Exercise aim ▸ Word for word, restate the records that come next, omitting the images.
========================================
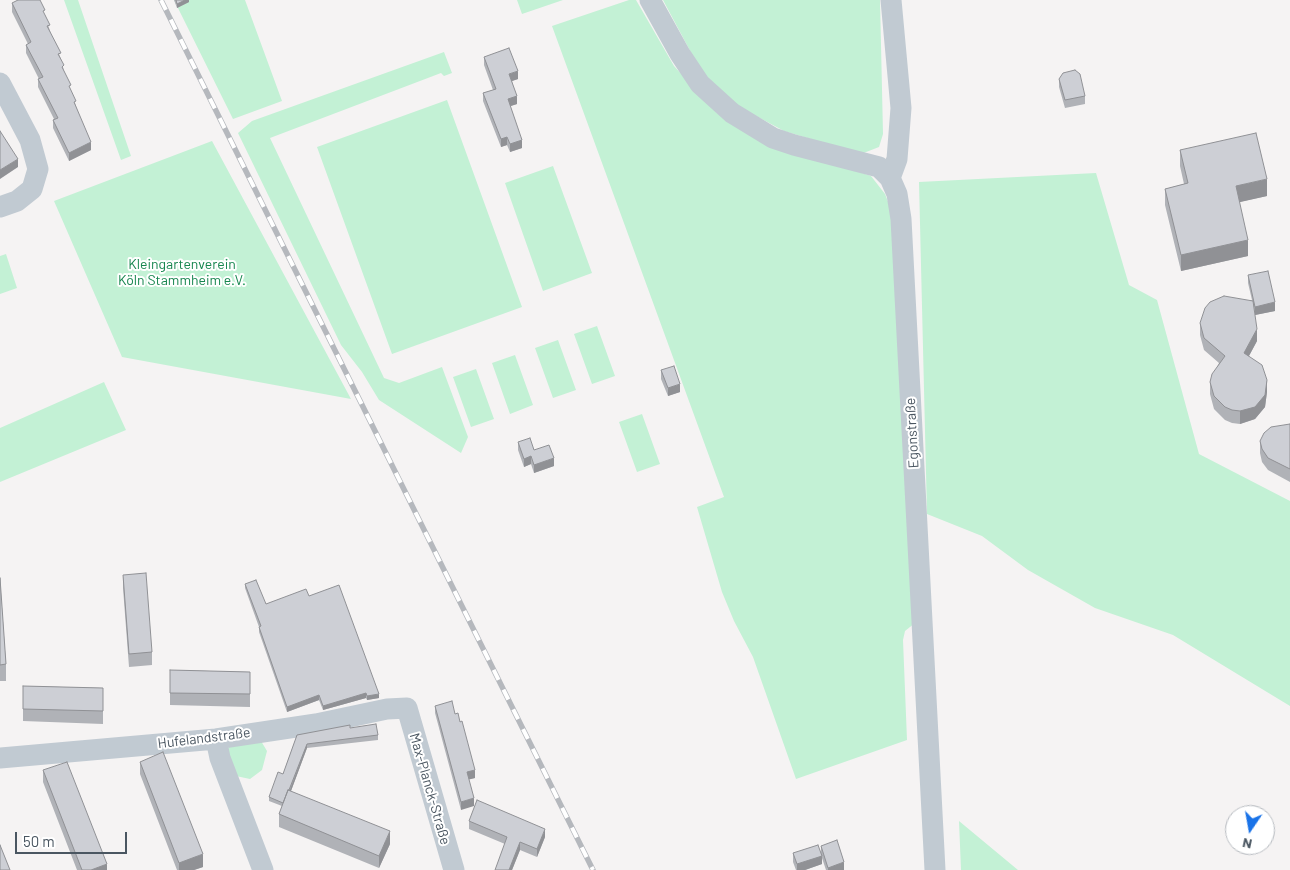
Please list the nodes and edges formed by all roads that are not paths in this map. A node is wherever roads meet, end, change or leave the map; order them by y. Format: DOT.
graph roads {
  1 [pos="650,0"];
  2 [pos="891,0"];
  3 [pos="0,83"];
  4 [pos="890,178"];
  5 [pos="0,207"];
  6 [pos="407,708"];
  7 [pos="216,738"];
  8 [pos="0,758"];
  9 [pos="263,870"];
  10 [pos="454,870"];
  11 [pos="935,870"];
  1 -- 4 [label="street"];
  2 -- 4 [label="street"];
  3 -- 5 [label="street"];
  4 -- 11 [label="street, Egonstraße"];
  6 -- 7 [label="street, Hufelandstraße"];
  6 -- 10 [label="street, Max-Planck-Straße"];
  7 -- 8 [label="street, Hufelandstraße"];
  7 -- 9 [label="street"];
}
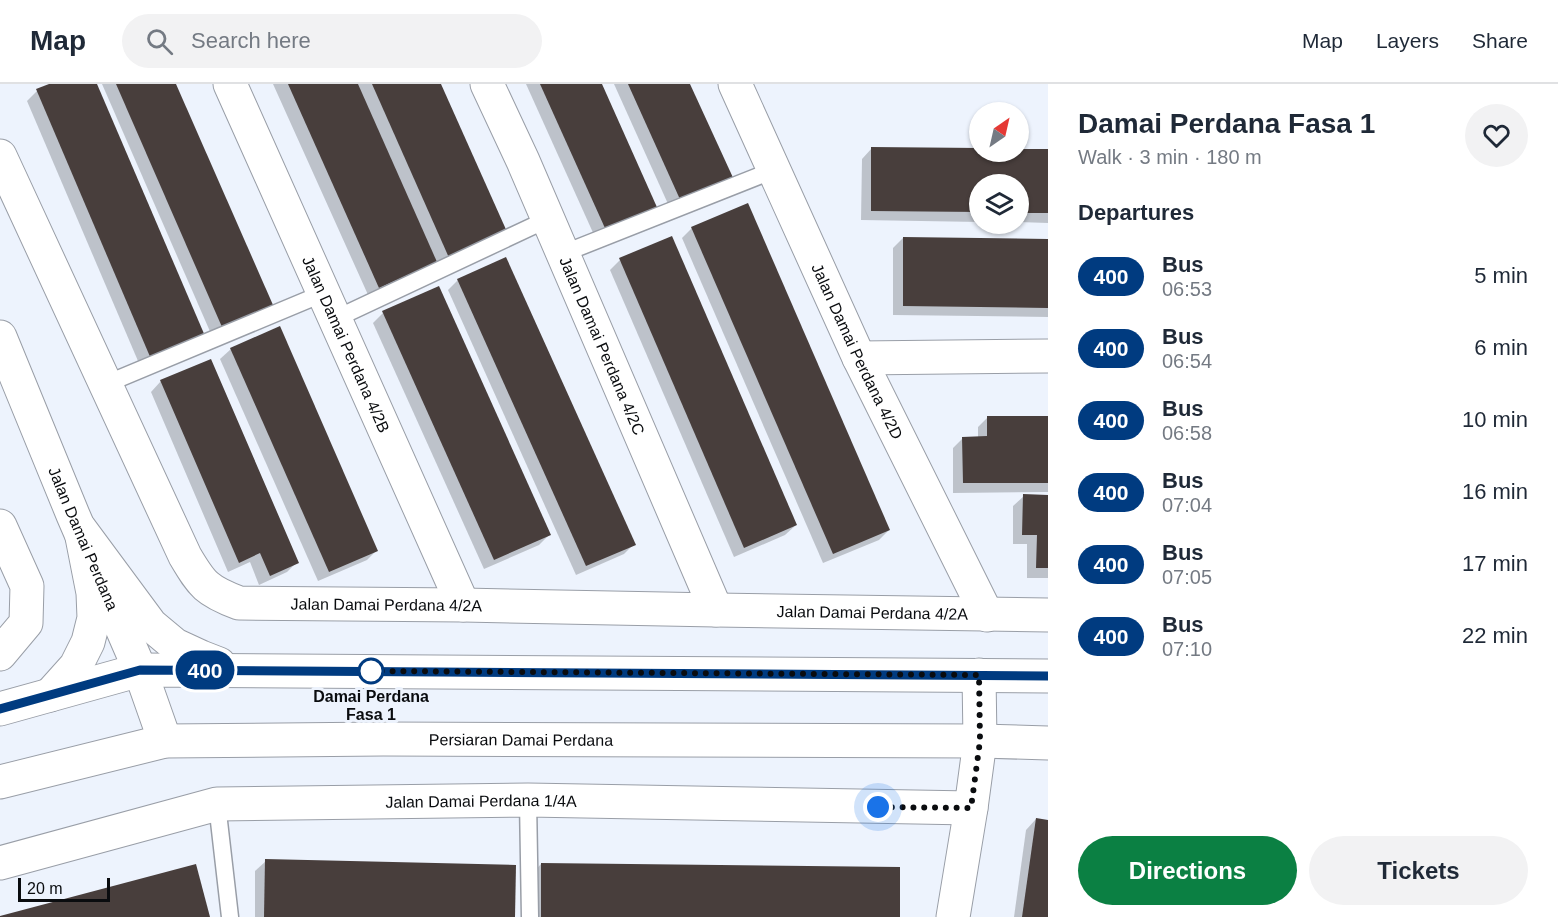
========================================
Exercise result ▸
Please list the nodes and edges formed by all roads that are not paths in this map. A node is wherever roads meet, end, change or leave the map; order them by y. Format: DOT.
graph roads {
  1 [pos="650,0"];
  2 [pos="891,0"];
  3 [pos="0,83"];
  4 [pos="890,178"];
  5 [pos="0,207"];
  6 [pos="407,708"];
  7 [pos="216,738"];
  8 [pos="0,758"];
  9 [pos="263,870"];
  10 [pos="454,870"];
  11 [pos="935,870"];
  1 -- 4 [label="street"];
  2 -- 4 [label="street"];
  3 -- 5 [label="street"];
  4 -- 11 [label="street, Egonstraße"];
  6 -- 7 [label="street, Hufelandstraße"];
  6 -- 10 [label="street, Max-Planck-Straße"];
  7 -- 8 [label="street, Hufelandstraße"];
  7 -- 9 [label="street"];
}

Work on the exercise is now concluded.